Where you might read about seating pistol bullets out is Elmer Keith's design that had two crimp groves. The lower grove was used for Hot .38 Special loads. The same load in .357 mag cases used the top crimp grove.

John in WI
04-22-2013, 09:00 PM
Hi Buggy,
I recently started a thread on .38 wadcutters and a lot of good information came out of it. I wanted to know about making fairly hot WCs, and how I was concerned about how little room they left in the case. Several members said that they seated to the first grease groove, which puts the shank of the bullet into the case about the same distance as a semi-WC. I haven't tried it yet and can't vouch for the results. All of my target/plinking WCs were seated to the crimp groove over a fairly wimpy load of Unique. (even wimpy WC loads can do amazing damage to water jugs and phone books!)

I see you're near Horicon. I grew up in New Holstein, just down the road. Crazy amounts of wild life out there (if you can handle the mosquitos).

runfiverun
04-22-2013, 09:04 PM
run a trial from flush to using the boolits to center things in the throat.
I have a swc boolit that shoots much more accurately in 38 special brass with that looong jump, than it does in 357 brass.
I also have a full wadcutter that wants to be centered in the throat with 357 brass.
it also shoots very well when pushed hard from the same position.

44man
04-24-2013, 02:28 PM
Boolit jump to the cone just does not mean a thing in a revolver. There are good suggestions given here but I have not shot a wad cutter for about 60 years so I will be little help.
It is still trying, to see what you get. The only answer is the target.

bobthenailer
04-25-2013, 09:52 AM
For your lyman 358495 WC bullet they list the correct COL @1.310 loaded in 38 special cases.
And 1.560 col for the 357 mag case

TenTea
04-25-2013, 10:02 AM
For your lyman 358495 WC bullet they list the correct COL @1.310 loaded in 38 special cases.
And 1.560 col for the 357 mag case

Thanks for all the info guys.
I'm about to begin casting with the same mold and will soon be working up some mild target loads.
...off to search for John's wadcutter thread!

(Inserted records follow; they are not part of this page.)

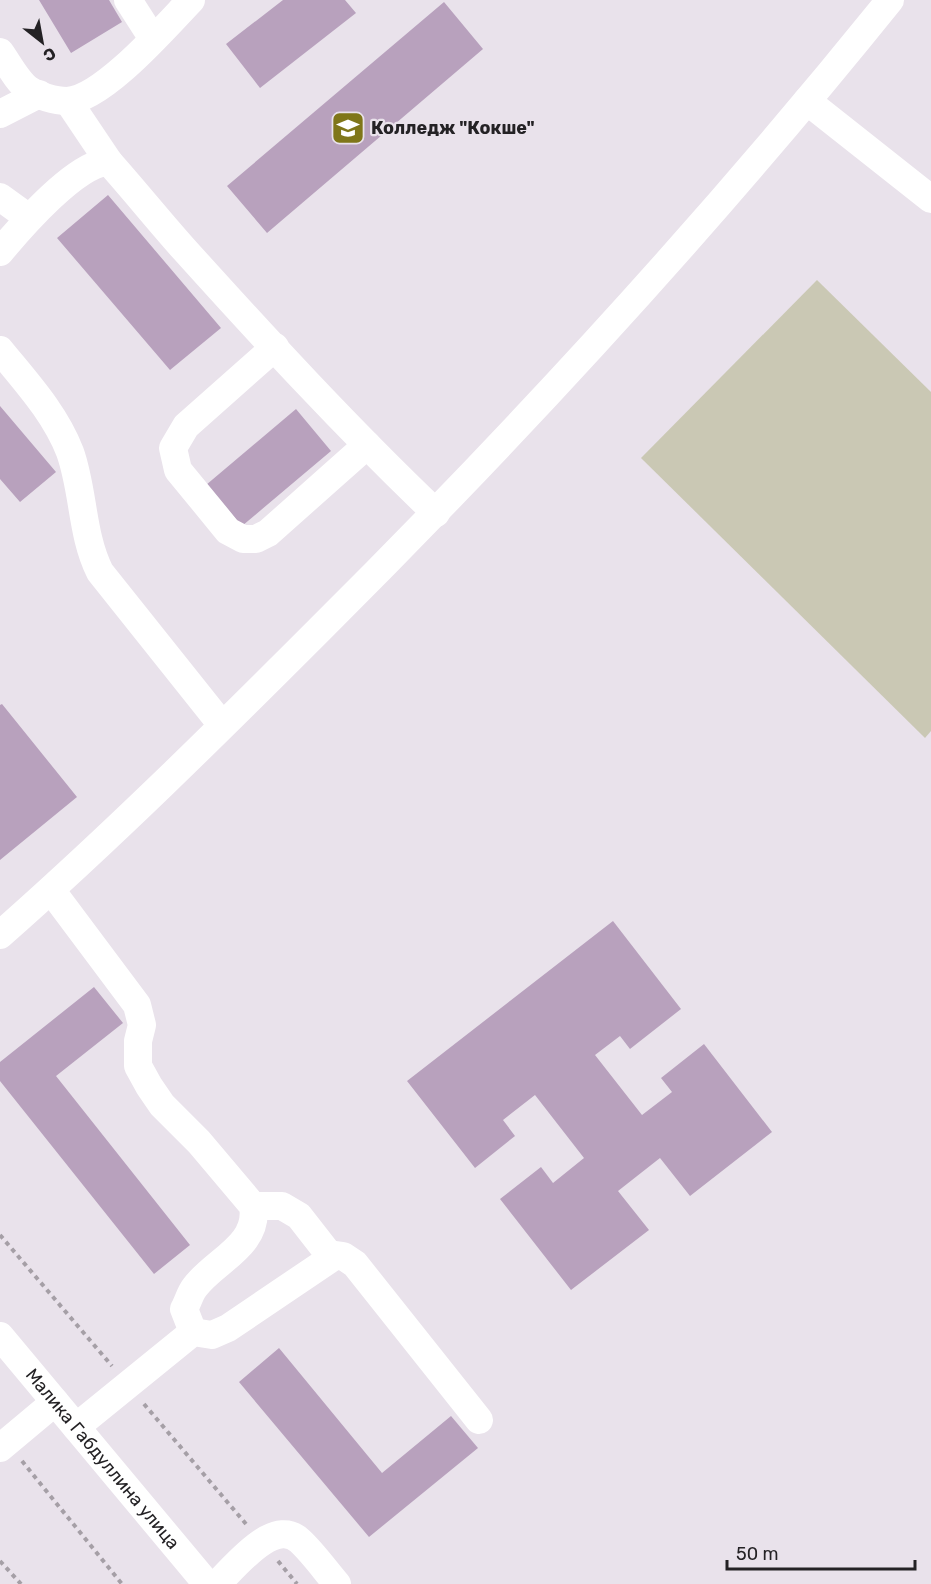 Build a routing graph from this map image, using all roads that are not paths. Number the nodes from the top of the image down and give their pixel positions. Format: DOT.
graph roads {
  1 [pos="128,0"];
  2 [pos="191,0"];
  3 [pos="890,0"];
  4 [pos="153,39"];
  5 [pos="0,52"];
  6 [pos="39,94"];
  7 [pos="68,101"];
  8 [pos="807,101"];
  9 [pos="0,114"];
  10 [pos="109,162"];
  11 [pos="0,197"];
  12 [pos="931,199"];
  13 [pos="29,218"];
  14 [pos="0,252"];
  15 [pos="275,347"];
  16 [pos="0,350"];
  17 [pos="367,445"];
  18 [pos="436,513"];
  19 [pos="222,725"];
  20 [pos="51,890"];
  21 [pos="0,935"];
  22 [pos="253,1206"];
  23 [pos="331,1257"];
  24 [pos="193,1332"];
  25 [pos="0,1336"];
  26 [pos="55,1402"];
  27 [pos="479,1420"];
  28 [pos="76,1427"];
  29 [pos="3,1445"];
  30 [pos="207,1584"];
  31 [pos="217,1584"];
  32 [pos="337,1584"];
  1 -- 4 [label="street"];
  2 -- 4 [label="street"];
  3 -- 8 [label="street"];
  4 -- 7 [label="street"];
  5 -- 6 [label="street"];
  6 -- 7 [label="street"];
  6 -- 9 [label="street"];
  7 -- 10 [label="street"];
  8 -- 12 [label="street"];
  8 -- 18 [label="street"];
  10 -- 13 [label="street"];
  10 -- 15 [label="street"];
  11 -- 13 [label="street"];
  13 -- 14 [label="street"];
  15 -- 17 [label="street"];
  15 -- 17 [label="street"];
  16 -- 19 [label="street"];
  17 -- 18 [label="street"];
  18 -- 19 [label="street"];
  19 -- 20 [label="street"];
  20 -- 21 [label="street"];
  20 -- 22 [label="street"];
  22 -- 23 [label="street"];
  22 -- 24 [label="street"];
  23 -- 24 [label="street"];
  23 -- 27 [label="street"];
  24 -- 28 [label="street"];
  25 -- 26 [label="street, Малика Габдуллина улица"];
  26 -- 28 [label="street, Малика Габдуллина улица"];
  26 -- 29 [label="street"];
  28 -- 30 [label="street, Малика Габдуллина улица"];
  31 -- 32 [label="street"];
}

eta: http://castboolits.gunloads.com/showthread.php?193380-Can-anyone-recommend-a-zippy-148gr-38-WC-load

palmettosunshine
04-25-2013, 11:15 PM
http://i237.photobucket.com/albums/ff1/palmettosunshine/IMG_20130101_165910.jpg (http://s237.photobucket.com/user/palmettosunshine/media/IMG_20130101_165910.jpg.html)
http://i237.photobucket.com/albums/ff1/palmettosunshine/IMG_20130101_155616.jpg (http://s237.photobucket.com/user/palmettosunshine/media/IMG_20130101_155616.jpg.html)

When seated flush, sprue up, like the one on the left in the first pic these Lee 148 WC are deadly accurate. When seated to the first groove (on the right, 1st pic) with the button up these keyholed at 7 yards and had the accuracy of a scattergun. These were in .38 special brass with both Bullseye and TrailBoss (don't have my load data in front of me). Both fired from a S&W 638 and a Model 65-3. The flush mounted ones were a nice, neat round hole in the paper. The others looked like my 6 yr old hit the target with a stick. Guess which ones I'll be loading from now on.....

ddixie884
04-25-2013, 11:58 PM
6gr of Unique powder sounds like a lot, unless you are using .357 brass.